—¿Me podés decir, eso es verdad, existe?
—Y mirá... yo creo que en estos tiempos el error es ser incrédulo —le dije y él me contestó mientras se abrochaba su campera de jean:
—Algo debe haber, ese muchacho no parecía humano.
Lo observé detenidamente y le noté una ligera excitación; se movía fastidioso en la silla de aquel bar. Habíamos terminado de beber la primera cerveza y acabábamos de pedir otra.
En el local, ubicado en la zona oeste del gran Buenos Aires, era constante el entrar y salir de personas ya que la llegada continua de los trenes acarreando a la gran cantidad de gente que volvía del centro abarrotaba el bar que se constituía como última parada antes de llegar a los hogares; en el rostro de cada uno podía observarse el cansancio, producto inocultable de la preocupación cotidiana.
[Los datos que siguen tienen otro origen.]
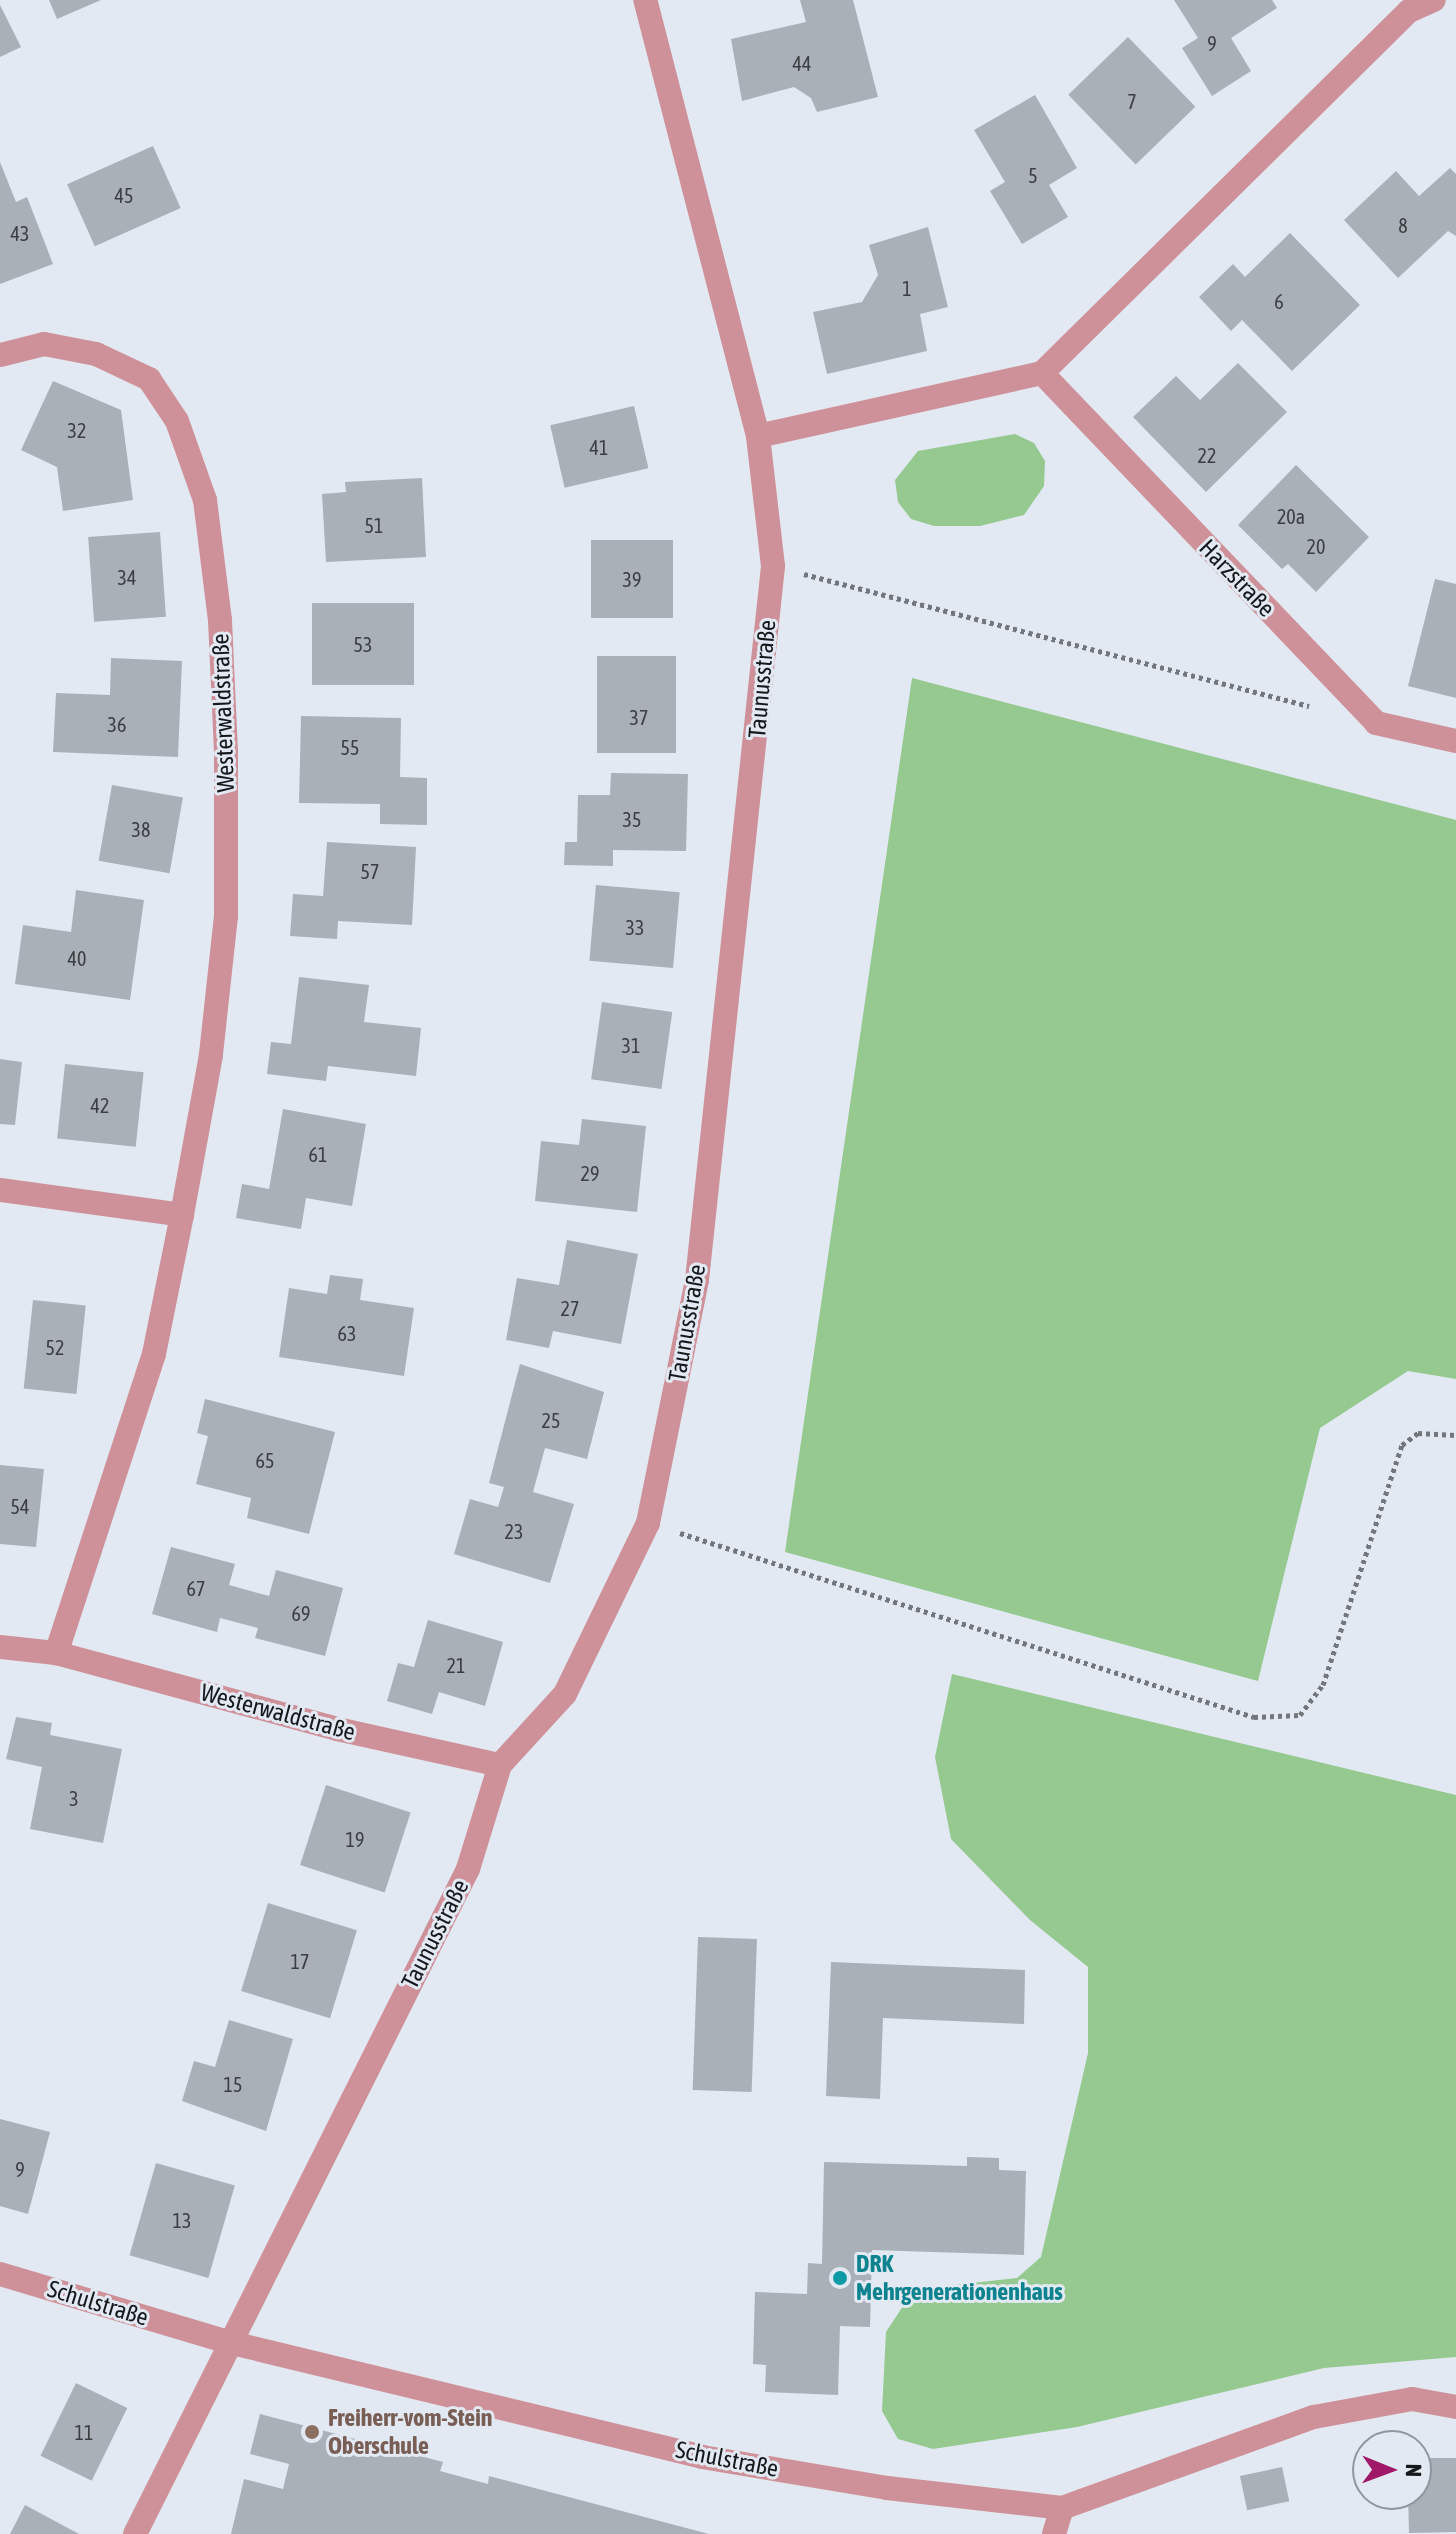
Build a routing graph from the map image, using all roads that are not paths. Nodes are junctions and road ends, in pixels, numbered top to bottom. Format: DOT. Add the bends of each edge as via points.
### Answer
graph roads {
  1 [pos="645,0"];
  2 [pos="1434,0"];
  3 [pos="0,355"];
  4 [pos="1042,373"];
  5 [pos="758,436"];
  6 [pos="1456,741"];
  7 [pos="0,1190"];
  8 [pos="182,1215"];
  9 [pos="0,1647"];
  10 [pos="56,1653"];
  11 [pos="500,1765"];
  12 [pos="0,2274"];
  13 [pos="228,2342"];
  14 [pos="1456,2407"];
  15 [pos="1062,2508"];
  16 [pos="135,2534"];
  17 [pos="1054,2534"];
  1 -- 5 [label="street, Taunusstraße"];
  2 -- 4 [label="street" via="1409,11"];
  3 -- 8 [label="street, Westerwaldstraße" via="44,344 96,354 149,379 177,421 205,500 221,649 226,916 211,1055"];
  4 -- 5 [label="street"];
  4 -- 6 [label="street, Harzstraße" via="1376,723"];
  5 -- 11 [label="street, Taunusstraße" via="773,566 697,1280 648,1523 565,1694"];
  7 -- 8 [label="street"];
  8 -- 10 [label="street, Westerwaldstraße" via="154,1354"];
  9 -- 10 [label="street, Westerwaldstraße"];
  10 -- 11 [label="street, Westerwaldstraße" via="337,1729"];
  11 -- 13 [label="street, Taunusstraße" via="468,1869"];
  12 -- 13 [label="street, Schulstraße"];
  13 -- 15 [label="street, Schulstraße" via="702,2457 887,2488"];
  13 -- 16 [label="street, Taunusstraße"];
  14 -- 15 [label="street, Schulstraße" via="1412,2399 1314,2417"];
  15 -- 17 [label="street"];
}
Cruzando un predio de vías y al final de un angosto pasillo que bordeaba un corralón, también una pequeña cantina mantenía sus persianas abiertas durante las veinticuatro horas. Allí se reunían bebedores de paso y algunos empedernidos, eternos, puesto que podía vérseles durante horas y horas acodados frente a las copas. Las butacas siempre estaban usadas por hombres que bebían en silencio, que ocultaban sus rostros frente al humo de los cigarrillos; algunos dejaban hasta las últimas monedas antes de caerse exhaustos de ebriedad, huyendo quizá de sus angustias. En fin, vaya uno a saber.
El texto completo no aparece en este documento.